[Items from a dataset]
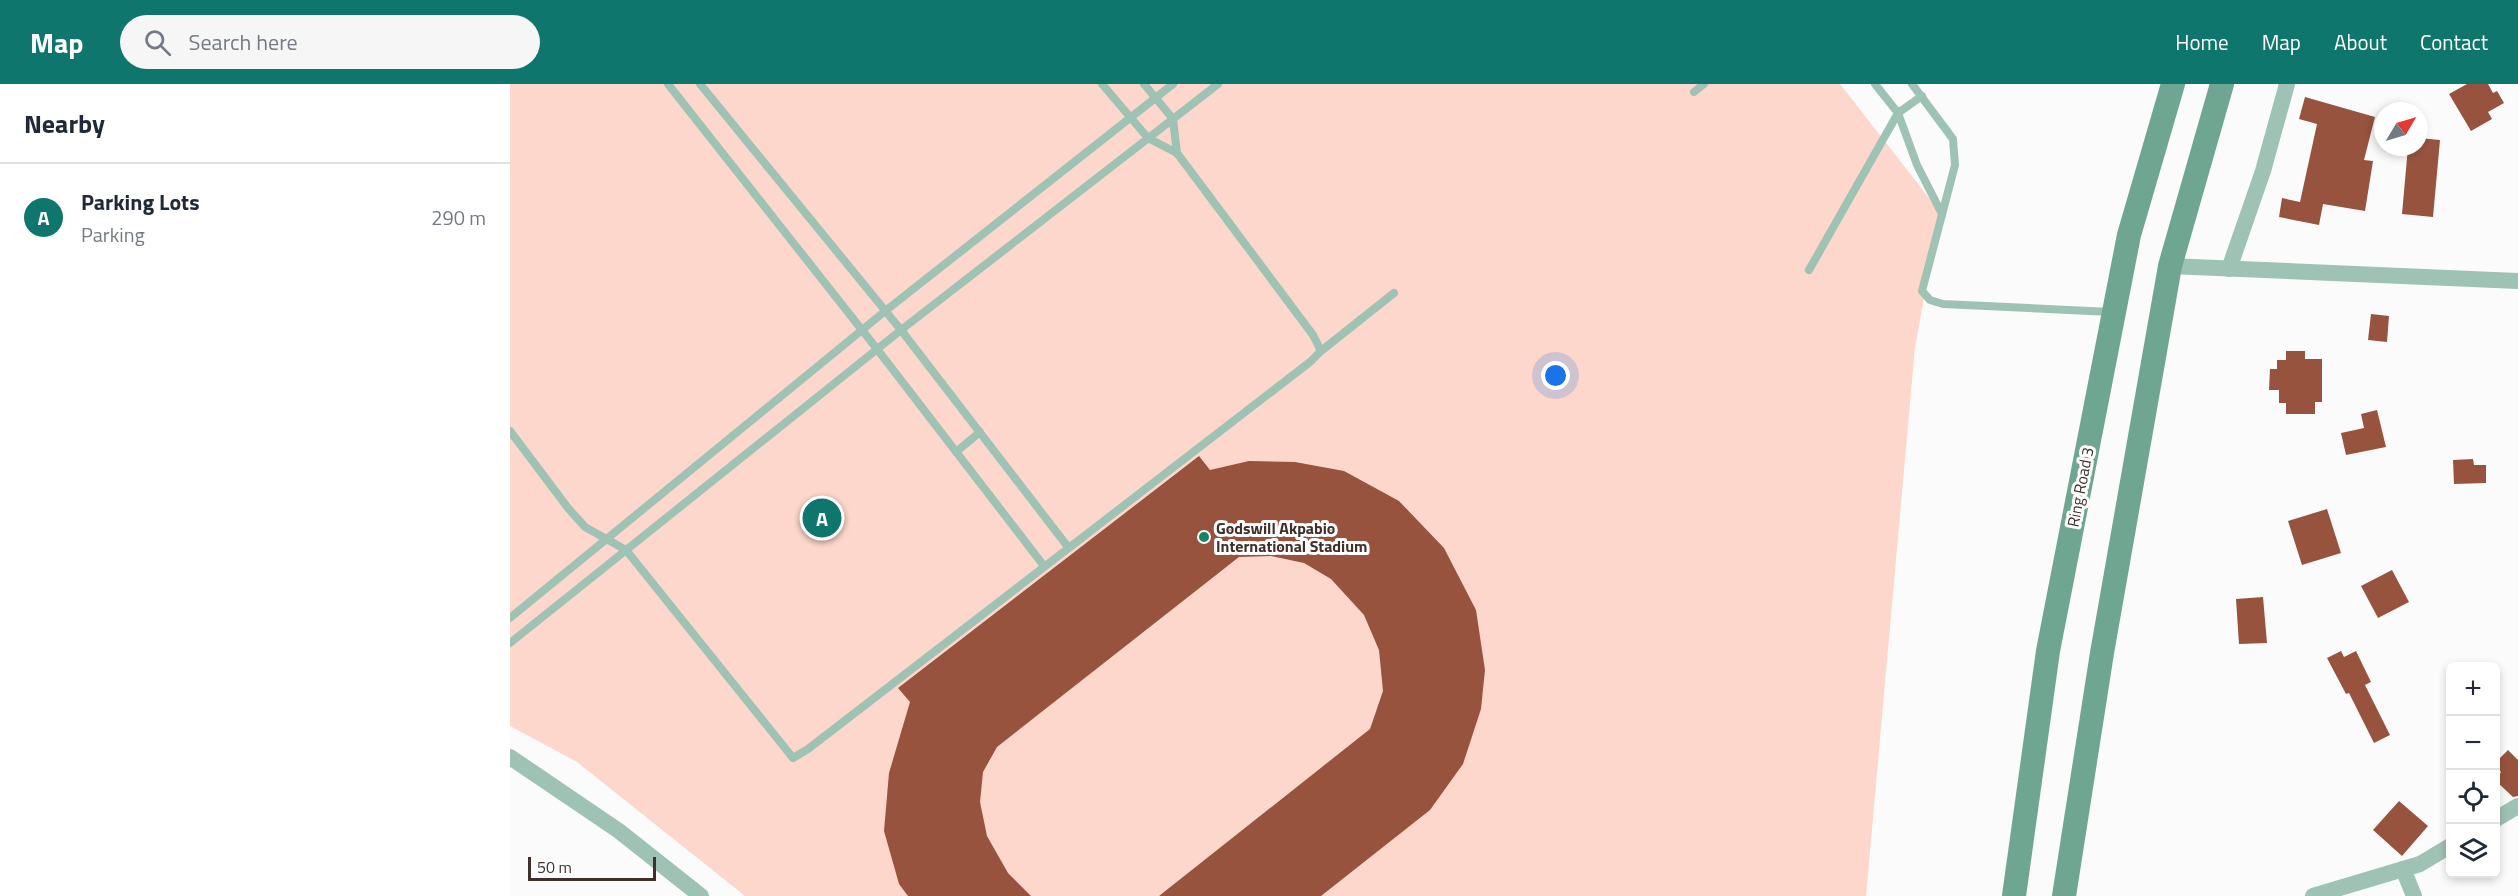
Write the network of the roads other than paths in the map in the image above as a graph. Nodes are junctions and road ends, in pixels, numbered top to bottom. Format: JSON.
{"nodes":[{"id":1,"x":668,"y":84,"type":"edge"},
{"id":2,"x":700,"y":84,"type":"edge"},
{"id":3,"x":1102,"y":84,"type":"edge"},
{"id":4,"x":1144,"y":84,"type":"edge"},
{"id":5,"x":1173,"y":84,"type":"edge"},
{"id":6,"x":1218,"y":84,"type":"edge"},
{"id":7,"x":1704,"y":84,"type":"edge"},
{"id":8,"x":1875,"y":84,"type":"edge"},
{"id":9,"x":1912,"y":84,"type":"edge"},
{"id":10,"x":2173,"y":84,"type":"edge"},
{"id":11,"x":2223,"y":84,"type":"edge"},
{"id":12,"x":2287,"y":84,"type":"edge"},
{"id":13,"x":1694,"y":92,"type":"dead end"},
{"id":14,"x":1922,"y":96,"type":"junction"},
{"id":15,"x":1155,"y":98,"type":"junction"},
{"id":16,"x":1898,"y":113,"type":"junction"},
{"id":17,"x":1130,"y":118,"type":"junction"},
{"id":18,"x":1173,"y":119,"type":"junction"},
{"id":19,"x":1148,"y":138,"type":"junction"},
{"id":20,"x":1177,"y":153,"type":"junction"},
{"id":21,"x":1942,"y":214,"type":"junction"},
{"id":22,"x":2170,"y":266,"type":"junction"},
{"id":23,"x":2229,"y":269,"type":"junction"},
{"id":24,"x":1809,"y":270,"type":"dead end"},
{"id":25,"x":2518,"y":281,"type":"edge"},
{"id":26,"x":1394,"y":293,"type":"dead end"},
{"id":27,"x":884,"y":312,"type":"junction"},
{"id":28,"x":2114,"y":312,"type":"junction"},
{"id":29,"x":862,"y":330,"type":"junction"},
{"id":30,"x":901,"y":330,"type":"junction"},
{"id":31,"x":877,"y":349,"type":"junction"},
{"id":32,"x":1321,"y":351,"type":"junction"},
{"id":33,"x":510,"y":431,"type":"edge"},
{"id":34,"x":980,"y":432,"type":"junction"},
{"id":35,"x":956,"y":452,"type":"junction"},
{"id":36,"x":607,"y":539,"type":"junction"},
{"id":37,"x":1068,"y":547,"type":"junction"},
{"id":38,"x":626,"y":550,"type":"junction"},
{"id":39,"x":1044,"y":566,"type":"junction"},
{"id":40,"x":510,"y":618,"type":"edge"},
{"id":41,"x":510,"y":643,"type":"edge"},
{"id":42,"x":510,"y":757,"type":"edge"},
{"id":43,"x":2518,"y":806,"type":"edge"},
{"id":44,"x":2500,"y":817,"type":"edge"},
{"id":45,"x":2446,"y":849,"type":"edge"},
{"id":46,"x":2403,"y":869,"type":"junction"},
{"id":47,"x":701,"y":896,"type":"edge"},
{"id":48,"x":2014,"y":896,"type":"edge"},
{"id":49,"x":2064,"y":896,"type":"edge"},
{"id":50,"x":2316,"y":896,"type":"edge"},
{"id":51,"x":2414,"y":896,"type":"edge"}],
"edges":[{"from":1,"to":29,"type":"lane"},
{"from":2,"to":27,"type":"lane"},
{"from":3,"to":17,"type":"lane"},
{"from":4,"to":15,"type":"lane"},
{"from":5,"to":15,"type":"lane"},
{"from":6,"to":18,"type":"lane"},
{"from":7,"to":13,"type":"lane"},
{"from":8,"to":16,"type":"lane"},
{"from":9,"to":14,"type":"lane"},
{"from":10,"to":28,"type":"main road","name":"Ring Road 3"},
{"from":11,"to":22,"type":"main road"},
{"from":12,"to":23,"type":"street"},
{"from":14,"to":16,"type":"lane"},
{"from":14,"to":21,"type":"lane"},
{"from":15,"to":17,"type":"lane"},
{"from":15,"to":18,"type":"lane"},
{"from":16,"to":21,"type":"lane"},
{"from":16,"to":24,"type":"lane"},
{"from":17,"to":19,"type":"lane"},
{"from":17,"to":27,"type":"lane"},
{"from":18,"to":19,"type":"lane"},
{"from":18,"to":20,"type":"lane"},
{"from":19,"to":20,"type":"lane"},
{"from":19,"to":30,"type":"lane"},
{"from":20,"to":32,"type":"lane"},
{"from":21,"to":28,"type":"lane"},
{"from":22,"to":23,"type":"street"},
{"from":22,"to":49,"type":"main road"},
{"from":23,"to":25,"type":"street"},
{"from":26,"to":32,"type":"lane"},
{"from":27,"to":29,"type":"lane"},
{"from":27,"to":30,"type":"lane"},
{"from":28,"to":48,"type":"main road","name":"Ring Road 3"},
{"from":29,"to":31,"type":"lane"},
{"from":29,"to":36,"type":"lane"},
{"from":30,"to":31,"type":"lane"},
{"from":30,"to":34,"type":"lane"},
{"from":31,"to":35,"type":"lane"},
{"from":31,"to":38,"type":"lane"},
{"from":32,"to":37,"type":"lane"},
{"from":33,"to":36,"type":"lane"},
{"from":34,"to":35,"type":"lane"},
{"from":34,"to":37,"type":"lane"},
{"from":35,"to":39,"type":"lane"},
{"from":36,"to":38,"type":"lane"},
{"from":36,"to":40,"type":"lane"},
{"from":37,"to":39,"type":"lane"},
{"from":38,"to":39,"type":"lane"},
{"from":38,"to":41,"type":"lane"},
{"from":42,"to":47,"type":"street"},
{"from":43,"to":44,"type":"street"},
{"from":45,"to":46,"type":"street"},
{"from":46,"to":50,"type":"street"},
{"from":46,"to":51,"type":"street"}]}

> [Your task]:
The answer should be one number: how many lines in the data contain the word "Ring".

> [Your response]:
2